Notes on Short Stories:

A Nurse's Story (Characters)

Contents:

Introduction
Author Biography
Plot Summary
Themes
Style
Historical Context
Critical Overview
Criticism
Sources
Further Reading


Characters

Eunice Barnacle

Born in Richmond, Virginia, into a deeply troubled family, Eunice Barnacle is "a lean, sharp-featured black woman in her middle twenties, with a straight nose, small teeth, wary eyes, and a straightforward manner." A recent addition to the staff at the Booth-Tiessler Geriatric Center, she is responsible for the daily care of Mary McDonald, whom she questions intermittently about the history of the nurses' union that Mary helped establish in the mid-1960s. One reason Eunice moved to New York, with her three-year-old daughter Coretta in tow, is to be nearer her mother, who is serving a life term for murder in Sing Sing Prison, located in nearby Ossining, New York.

Warren Booth

Chairman of the board of the Booth-Tiessler Community Hospital during the 1967 nurses' strike, Warren Booth stands for the complexities of the politics and the civic spirit of Booth's Landing. Generously philanthropic, he is, at the same time, unyielding in his business ethic.

Warren Booth Jr.

Son of the chairman of the board of the Booth-Tiessler Community Hospital during the 1967 nurses' strike and recipient of a pass from George McDonald Jr. that had won the high school football team the county championship in the year of the strike, Warren Booth Jr. is the town's leading banker. He is resentful still about the impact that the 1967 strike had on his family and his own teenage life. He remains a symbol, even in the 1990s, of the conservative base upon which small towns like Booth's Landing are often built.

Richard Dill

Richard Dill is a reporter on the Booth's Landing Gazette who covered the 1967 nurses' strike and who now lives on the same floor as Mary McDonald at the Booth-Tiessler Geriatric Center. His son, Roger, has followed in his father's footsteps and works for the local newspaper.

Roger Dill

Son of Richard Dill, Roger Dill follows in his father's journalistic footsteps and becomes a reporter for the Booth's Landing Gazette. Unlike his father, though, Roger is neither excited nor inspired by the events of the small town and remains emotionally and imaginatively disengaged from its workings. He is responsible for writing Mary McDonald's obituary.

Eunice's Mother

Sixteen years old when she gave birth to Eunice Barnacle in Richmond, Virginia, Eunice's mother is serving a life term in Sing Sing Prison for killing an abusive boyfriend, Jethro. As Eunice tells the story, her mother bailed Jethro out of jail in order to kill him. At the time of the story, Eunice's mother is thirty-nine years old.

Clarice Hunter

Ten years older than Mary McDonald, Clarice is a colleague who solicited Mary's help in 1965 in taking the first steps toward forming a nurses' union at the local hospital. She is also the first person to challenge Mary on her beliefs about life, work, and her sense of her own value as a person, a woman, and a hospital employee. Clarice Hunter was the head of the nurses' strike committee in 1967.

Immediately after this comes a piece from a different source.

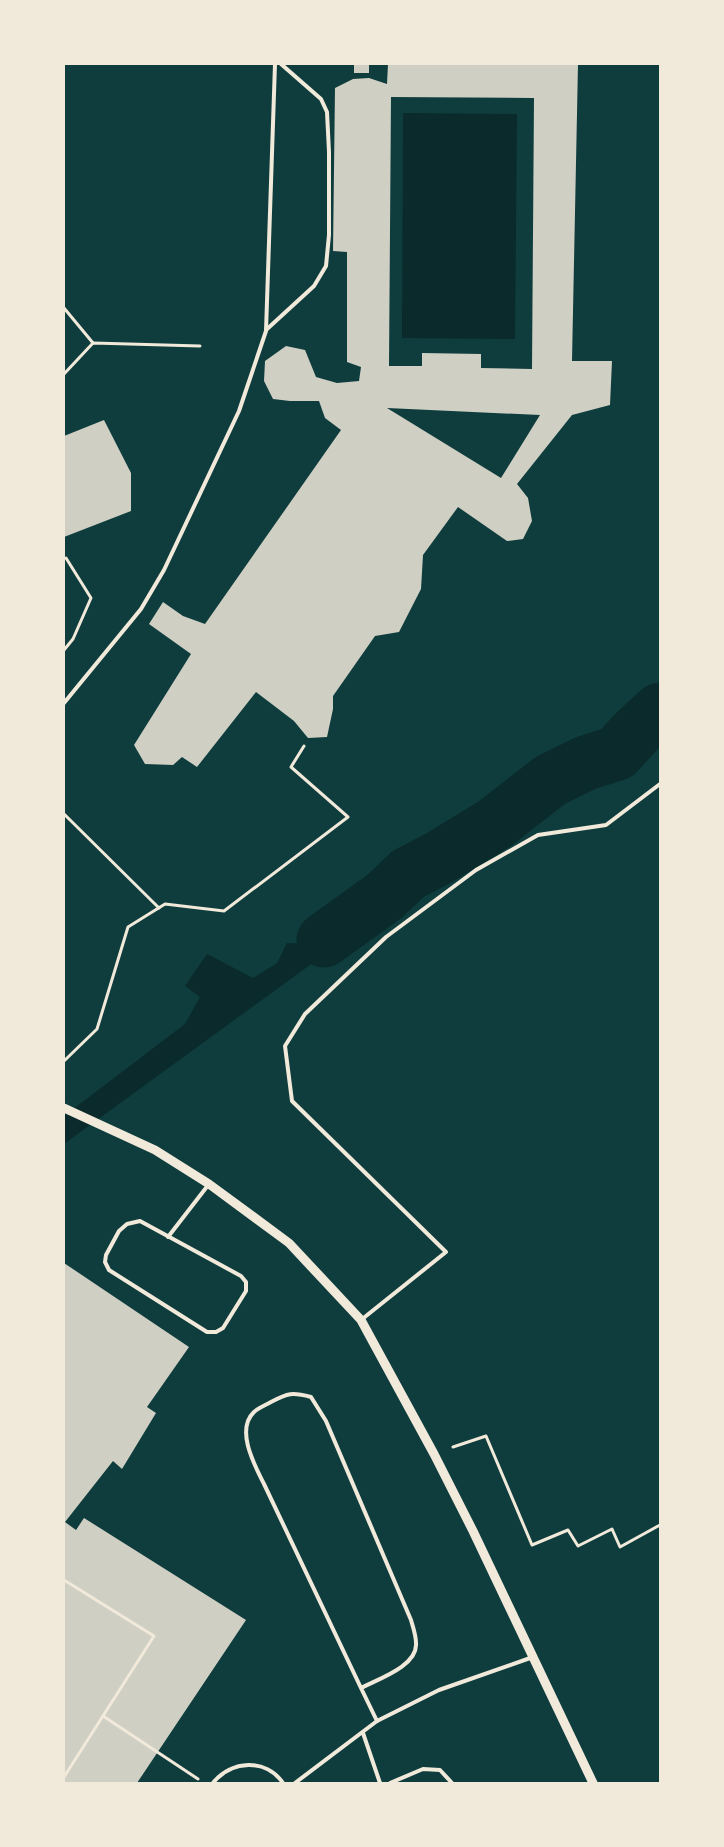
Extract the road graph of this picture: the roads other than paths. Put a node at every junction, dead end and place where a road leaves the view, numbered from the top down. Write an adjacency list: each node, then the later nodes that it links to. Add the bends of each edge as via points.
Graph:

Clarice is also more intimately connected to Mary McDonald's past than union-building suggests. A lifelong friend, she was the nurse who cared for Mary's grandmother in the final days of her terminal battle with colon cancer. Mary's grandmother, who asked little from life or those around her, saw in Clarice "a jewel" of humanity. Even when surrounded by family as she lay dying, Mary's grandmother demanded with "a look so fierce that Mary still remembered it" that Clarice be at her bedside when she died.

Jane

Mary and George McDonald's only daughter, Jane, is a nurse. She has a troubled history and is always on the edge of alcoholic relapse. Living in Boston, she has two young daughters.

Sister Margaret

Sister Rosa's successor in the role of executive director of the Booth-Tiessler Community Hospital, Sister Margaret became head of the institution in 1984. Her expertise in materials management "dazzled everyone who worked with her." She is also the director of the hospital when Mary McDonald is transferred there for the final days of her life.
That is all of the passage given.